### ASSIGNMENT
Count the lines below holding "from" and answer with that number only.

### RAW DATA

»»

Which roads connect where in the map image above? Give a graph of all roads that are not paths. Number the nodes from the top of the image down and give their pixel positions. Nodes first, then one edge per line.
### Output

««
»»

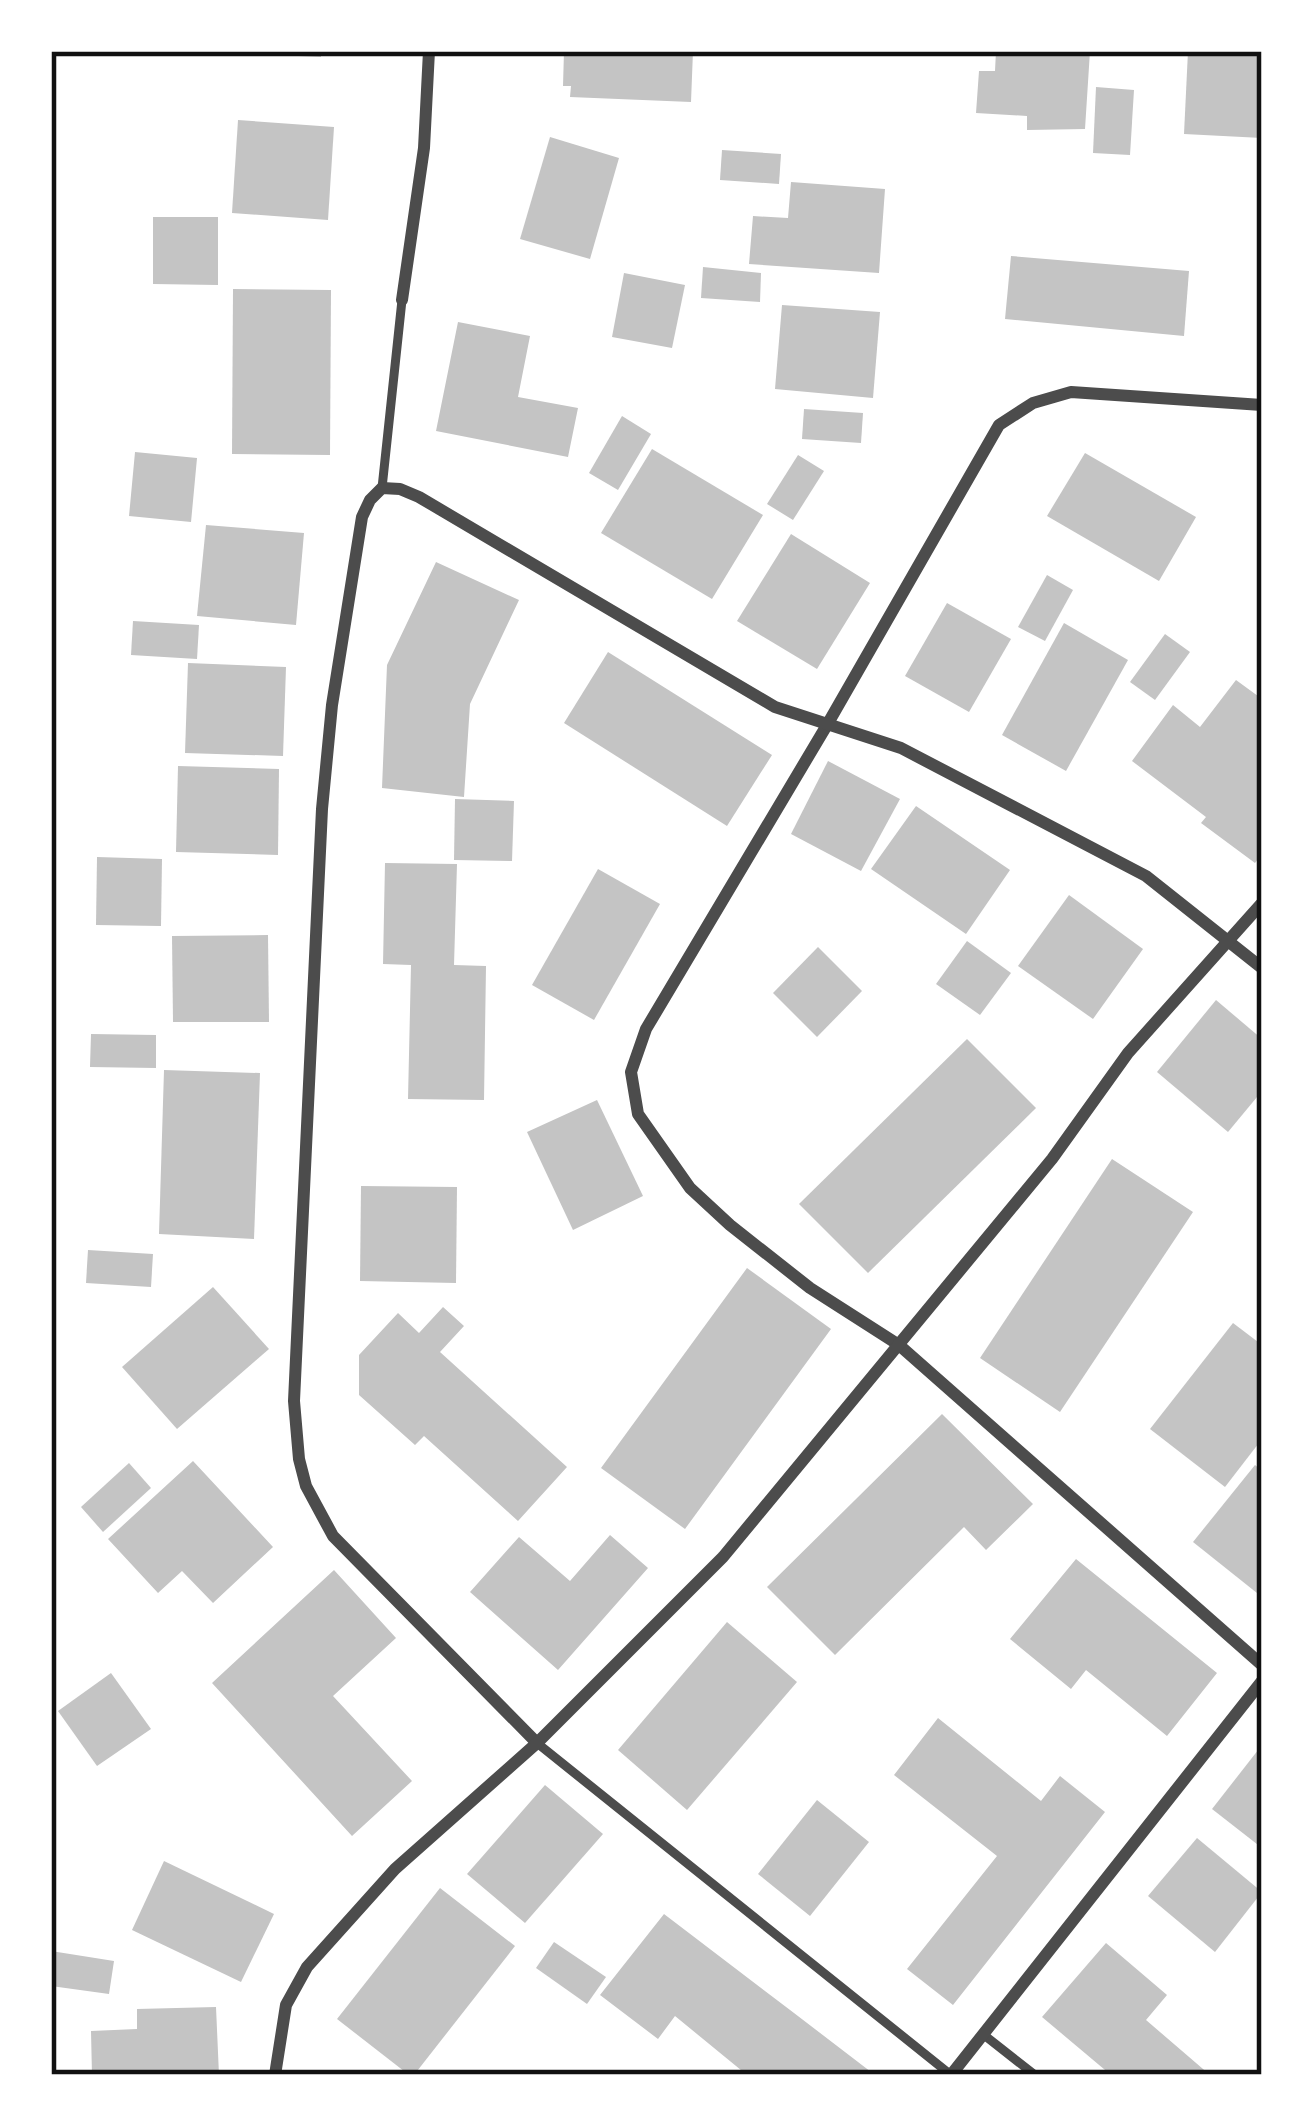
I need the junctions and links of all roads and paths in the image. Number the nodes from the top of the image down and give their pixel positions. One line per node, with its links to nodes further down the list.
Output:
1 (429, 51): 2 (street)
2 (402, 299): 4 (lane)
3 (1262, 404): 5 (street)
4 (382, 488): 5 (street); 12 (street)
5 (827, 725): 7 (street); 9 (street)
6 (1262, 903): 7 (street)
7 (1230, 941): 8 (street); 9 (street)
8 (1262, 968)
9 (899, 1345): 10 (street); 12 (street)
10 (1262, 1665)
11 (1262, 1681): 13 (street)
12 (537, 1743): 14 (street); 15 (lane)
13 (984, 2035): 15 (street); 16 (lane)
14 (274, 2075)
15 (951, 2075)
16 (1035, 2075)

««

### OUTPUT FOR THIS EXERCISE
2